* [What this task involves] In the data below, find every line with the word "Cellini" and copy it.

#####

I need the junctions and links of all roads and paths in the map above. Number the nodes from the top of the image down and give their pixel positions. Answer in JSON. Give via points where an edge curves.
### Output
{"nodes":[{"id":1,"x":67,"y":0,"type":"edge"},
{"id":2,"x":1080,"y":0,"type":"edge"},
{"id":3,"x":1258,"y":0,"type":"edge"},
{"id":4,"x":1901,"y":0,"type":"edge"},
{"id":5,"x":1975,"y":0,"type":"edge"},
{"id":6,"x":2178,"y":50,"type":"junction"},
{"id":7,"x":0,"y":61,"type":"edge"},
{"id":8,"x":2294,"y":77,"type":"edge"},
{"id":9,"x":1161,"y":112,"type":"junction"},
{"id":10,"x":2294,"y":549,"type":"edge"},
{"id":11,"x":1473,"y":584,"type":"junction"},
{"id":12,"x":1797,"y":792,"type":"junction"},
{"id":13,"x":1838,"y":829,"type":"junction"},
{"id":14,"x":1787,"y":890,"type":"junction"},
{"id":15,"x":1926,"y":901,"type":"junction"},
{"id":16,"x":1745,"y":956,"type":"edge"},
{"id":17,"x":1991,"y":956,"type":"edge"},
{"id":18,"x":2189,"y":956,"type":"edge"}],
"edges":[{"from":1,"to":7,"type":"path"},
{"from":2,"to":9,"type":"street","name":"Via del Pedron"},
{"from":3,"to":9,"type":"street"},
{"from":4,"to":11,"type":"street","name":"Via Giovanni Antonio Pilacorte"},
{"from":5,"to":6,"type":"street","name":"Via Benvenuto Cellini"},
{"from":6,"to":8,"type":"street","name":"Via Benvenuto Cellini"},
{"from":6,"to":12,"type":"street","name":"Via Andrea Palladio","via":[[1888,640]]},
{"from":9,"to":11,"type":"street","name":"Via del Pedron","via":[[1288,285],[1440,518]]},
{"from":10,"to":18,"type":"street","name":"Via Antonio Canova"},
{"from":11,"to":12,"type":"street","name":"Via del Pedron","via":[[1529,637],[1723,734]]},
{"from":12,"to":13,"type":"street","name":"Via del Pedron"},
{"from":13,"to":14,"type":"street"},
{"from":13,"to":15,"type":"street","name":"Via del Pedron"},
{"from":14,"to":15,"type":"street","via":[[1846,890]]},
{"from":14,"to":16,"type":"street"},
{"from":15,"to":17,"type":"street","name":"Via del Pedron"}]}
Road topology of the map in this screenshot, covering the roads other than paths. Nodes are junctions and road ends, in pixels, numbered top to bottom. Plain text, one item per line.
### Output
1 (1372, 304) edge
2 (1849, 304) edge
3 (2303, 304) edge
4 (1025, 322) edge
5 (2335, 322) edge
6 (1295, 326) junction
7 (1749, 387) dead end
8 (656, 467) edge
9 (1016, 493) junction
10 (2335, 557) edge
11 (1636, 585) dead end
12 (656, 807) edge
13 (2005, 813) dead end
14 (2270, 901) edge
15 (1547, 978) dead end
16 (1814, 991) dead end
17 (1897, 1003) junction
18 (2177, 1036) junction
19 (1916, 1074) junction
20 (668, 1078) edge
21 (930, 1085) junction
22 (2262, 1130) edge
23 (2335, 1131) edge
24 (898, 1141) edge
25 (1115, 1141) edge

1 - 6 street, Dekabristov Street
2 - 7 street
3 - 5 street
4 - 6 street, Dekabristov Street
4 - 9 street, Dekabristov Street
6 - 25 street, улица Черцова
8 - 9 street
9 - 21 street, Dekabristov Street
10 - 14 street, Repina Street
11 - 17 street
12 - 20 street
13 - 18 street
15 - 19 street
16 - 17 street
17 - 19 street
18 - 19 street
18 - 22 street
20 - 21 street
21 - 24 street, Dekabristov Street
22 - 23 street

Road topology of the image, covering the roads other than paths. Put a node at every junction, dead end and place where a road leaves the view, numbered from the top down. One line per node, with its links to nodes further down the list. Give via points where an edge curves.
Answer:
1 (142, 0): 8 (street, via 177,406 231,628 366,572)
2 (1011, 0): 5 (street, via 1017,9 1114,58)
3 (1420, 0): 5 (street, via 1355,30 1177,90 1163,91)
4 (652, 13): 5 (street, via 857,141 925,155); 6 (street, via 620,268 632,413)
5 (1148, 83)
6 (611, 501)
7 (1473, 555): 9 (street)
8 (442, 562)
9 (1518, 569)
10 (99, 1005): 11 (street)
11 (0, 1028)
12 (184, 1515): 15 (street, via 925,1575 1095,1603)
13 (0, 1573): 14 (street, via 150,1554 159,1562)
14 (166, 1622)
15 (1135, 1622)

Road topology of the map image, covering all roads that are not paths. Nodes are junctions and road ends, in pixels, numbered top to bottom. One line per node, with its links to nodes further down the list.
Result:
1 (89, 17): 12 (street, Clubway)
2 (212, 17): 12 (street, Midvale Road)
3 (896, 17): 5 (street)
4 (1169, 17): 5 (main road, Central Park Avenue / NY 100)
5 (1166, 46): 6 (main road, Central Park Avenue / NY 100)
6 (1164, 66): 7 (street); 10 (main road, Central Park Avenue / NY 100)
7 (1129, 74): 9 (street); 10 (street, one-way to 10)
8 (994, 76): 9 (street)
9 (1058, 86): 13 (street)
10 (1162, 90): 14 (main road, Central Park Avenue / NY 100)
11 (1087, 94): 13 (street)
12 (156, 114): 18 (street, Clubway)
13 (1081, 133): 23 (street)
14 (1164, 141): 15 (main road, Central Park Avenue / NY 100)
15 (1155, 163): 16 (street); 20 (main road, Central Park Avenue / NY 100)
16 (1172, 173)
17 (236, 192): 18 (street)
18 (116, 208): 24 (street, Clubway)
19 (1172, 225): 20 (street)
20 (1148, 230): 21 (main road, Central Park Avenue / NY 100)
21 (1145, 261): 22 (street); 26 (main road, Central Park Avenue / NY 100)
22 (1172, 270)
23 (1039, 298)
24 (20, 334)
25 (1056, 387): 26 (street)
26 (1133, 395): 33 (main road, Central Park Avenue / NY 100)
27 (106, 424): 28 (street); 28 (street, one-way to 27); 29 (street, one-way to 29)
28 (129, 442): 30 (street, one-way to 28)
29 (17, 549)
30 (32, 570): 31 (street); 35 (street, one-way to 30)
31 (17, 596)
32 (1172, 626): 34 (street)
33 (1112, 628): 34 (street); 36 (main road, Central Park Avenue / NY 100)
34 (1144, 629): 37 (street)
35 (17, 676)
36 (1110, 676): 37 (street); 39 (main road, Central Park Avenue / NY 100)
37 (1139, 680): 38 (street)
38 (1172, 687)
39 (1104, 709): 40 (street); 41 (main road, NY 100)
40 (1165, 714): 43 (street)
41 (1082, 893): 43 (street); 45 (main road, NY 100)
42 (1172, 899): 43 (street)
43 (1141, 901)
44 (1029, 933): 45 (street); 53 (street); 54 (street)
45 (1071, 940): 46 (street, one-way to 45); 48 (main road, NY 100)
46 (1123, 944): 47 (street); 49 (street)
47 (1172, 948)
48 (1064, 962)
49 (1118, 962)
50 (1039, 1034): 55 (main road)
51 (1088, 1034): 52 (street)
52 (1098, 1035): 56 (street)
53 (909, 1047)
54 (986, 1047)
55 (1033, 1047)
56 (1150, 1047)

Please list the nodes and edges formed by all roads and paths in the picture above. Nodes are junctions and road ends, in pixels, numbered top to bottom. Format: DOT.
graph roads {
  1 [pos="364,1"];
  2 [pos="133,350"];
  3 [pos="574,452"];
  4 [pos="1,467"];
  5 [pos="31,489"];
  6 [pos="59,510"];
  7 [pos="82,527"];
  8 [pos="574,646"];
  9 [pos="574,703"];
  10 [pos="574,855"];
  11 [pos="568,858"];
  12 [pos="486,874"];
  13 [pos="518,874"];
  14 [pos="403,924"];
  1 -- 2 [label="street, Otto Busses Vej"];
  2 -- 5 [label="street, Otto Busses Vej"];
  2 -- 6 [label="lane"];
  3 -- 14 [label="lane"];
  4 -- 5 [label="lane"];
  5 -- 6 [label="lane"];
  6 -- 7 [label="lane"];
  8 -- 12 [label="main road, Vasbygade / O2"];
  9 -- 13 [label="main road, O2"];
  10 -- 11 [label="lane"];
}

#####

* [Exercise result]
{"from":5,"to":6,"type":"street","name":"Via Benvenuto Cellini"},
{"from":6,"to":8,"type":"street","name":"Via Benvenuto Cellini"},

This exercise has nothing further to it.